57 thoughts on “The Flow of Time”

  1. Pingback: Time: a glacier, not a stream « Essays and Miscellania

  2. A few comments. First, Pirsig notes in the foreword (or afterword, depending on the edition, though the earliest editions had neither) to Zen and the Art of Motorcycle Maintenance that most people think of their journey through time like they think of walking down the street: they are moving and they are looking toward the future. Pirsig says that the ancient Greek concept of time is much more accurate: we are standing still and time moves past us (we can’t influence its speed) and we are looking toward the past. This is a much, much better metaphor.

    I recommend of course The End of Eternity by Asimov, which is actually a spoof of time-travel stories in that it uses all the cliches and really goes over the top—but ends up being one of the best time-travel stories of all time. (In this respect, it is similar to Jethro Tull’s truly excellent Thick as a Brick which is a spoof on 1970s concept albums but actually turns out to be better, by their own criteria, than the things it spoofs.)

    There is a very interesting book which reviews time travel in science fiction and in science by someone who knows about both: http://books.google.com/books/about/Time_machines.html?id=39KQY1FnSfkC Recommended almost as highly as Zen… and …Brick.

  3. Dear Mac #40,

    That people of science are not humble is among the most laughable of misconceptions. They are indeed the most humble simply by virtue of the fact that they – like no other group of human beings – agree that pictures about the way the universe is must be grounded in the most stringent experimental constraints and logical consistency. It is these constraints then, and not the feeble mechanisms of the mind, that legitimize the method and reflect the humility of its practicioners. Our planet is still a haven for explanations about our origins involving six days, and postmortem scenarios invoking flush gardens soaked in optical light. Scientists are hard to come by. Please go bother someone else.
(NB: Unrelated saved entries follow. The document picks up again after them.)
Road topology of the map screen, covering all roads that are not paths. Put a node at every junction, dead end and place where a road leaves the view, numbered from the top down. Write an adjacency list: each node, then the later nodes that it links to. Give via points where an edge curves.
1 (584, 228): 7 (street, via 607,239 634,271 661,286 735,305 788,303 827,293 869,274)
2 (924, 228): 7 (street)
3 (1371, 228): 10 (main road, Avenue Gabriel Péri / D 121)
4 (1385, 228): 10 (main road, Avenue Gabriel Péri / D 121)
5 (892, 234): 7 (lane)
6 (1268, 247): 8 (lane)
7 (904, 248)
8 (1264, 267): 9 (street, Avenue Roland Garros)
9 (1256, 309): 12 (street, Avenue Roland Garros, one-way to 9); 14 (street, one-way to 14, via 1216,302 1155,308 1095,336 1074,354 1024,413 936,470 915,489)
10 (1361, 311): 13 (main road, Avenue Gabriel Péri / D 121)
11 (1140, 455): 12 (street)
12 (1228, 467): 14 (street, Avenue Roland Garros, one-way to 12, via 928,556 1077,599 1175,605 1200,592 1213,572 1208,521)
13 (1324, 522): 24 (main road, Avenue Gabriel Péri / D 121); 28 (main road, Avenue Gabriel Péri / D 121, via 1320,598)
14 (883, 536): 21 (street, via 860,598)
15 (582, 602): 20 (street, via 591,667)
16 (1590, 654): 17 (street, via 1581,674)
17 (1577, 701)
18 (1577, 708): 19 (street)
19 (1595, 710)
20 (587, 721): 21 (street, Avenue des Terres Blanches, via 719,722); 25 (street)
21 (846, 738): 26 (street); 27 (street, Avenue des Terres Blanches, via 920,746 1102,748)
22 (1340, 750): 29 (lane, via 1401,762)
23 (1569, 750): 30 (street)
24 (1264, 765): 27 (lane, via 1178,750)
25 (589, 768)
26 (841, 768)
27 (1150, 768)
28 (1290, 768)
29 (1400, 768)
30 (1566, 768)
  4. Hi #52 Phillip Helbig,

    Great references, thanks! I think I may have read The End of Eternity once, but if so it was so long ago that I recall nothing at all about it. In a different series I do like the scene of Marvin pacing on that moon literally until the end of eternity in the HHGTTG series, when his time-traveling friends finally bother to pick him up. Somehow it feels like I’ve had friends like that… or maybe it’s just that I’ve been a friend like that? Like the time my brother called me after arriving at the airport, while I was a hundred miles away picking up my son? A bit of time travel would have come in sooo handy that time… 🙂

  5. My simple questions meant for Sean have not been addressed. Is it time to threaten? Perhaps threaten viral? I don’t think so.

    I just would like a reply to my very simple questions.

  6. @CTC (35.) Awesome. Short and sweet.

    @Alan (38.) Having first-hand NDE experience I’ll explain something in short that probably nobody has. Your body floats up… no. We know that the subconscious does tons of work 24/7 in the background. Processing information, accessing memories, imagining what’s out of view, and so on. When the experience occurs synapses misfire due to lack of oxygen, blood flow or whatever, and you’re practically wired into it on a conscious level. It’s overwhelming. You can’t tell what’s a memory, real or a dream. “Vivid dreaming” comes to mind but a jumble of many at the same time even after you wake up. People halucinate (see/hear) ghosts from their past talking to them, spirits, the operating room, heaven, all kinds of stories. Keep in mind that all accounts are after the fact and the effects can take days, weeks, months to fade if ever and the stories are after the fact. So basically all the stories can be explained as situations constructed from what already existed before including memories and beliefs, and a powerful subconcious. Most just aren’t prepared for this mental state which can be quite scary if they don’t understand it.

  7. I find it helps to think of time as a concept we use to understand change, rather than a thing, dimension, or some other entity.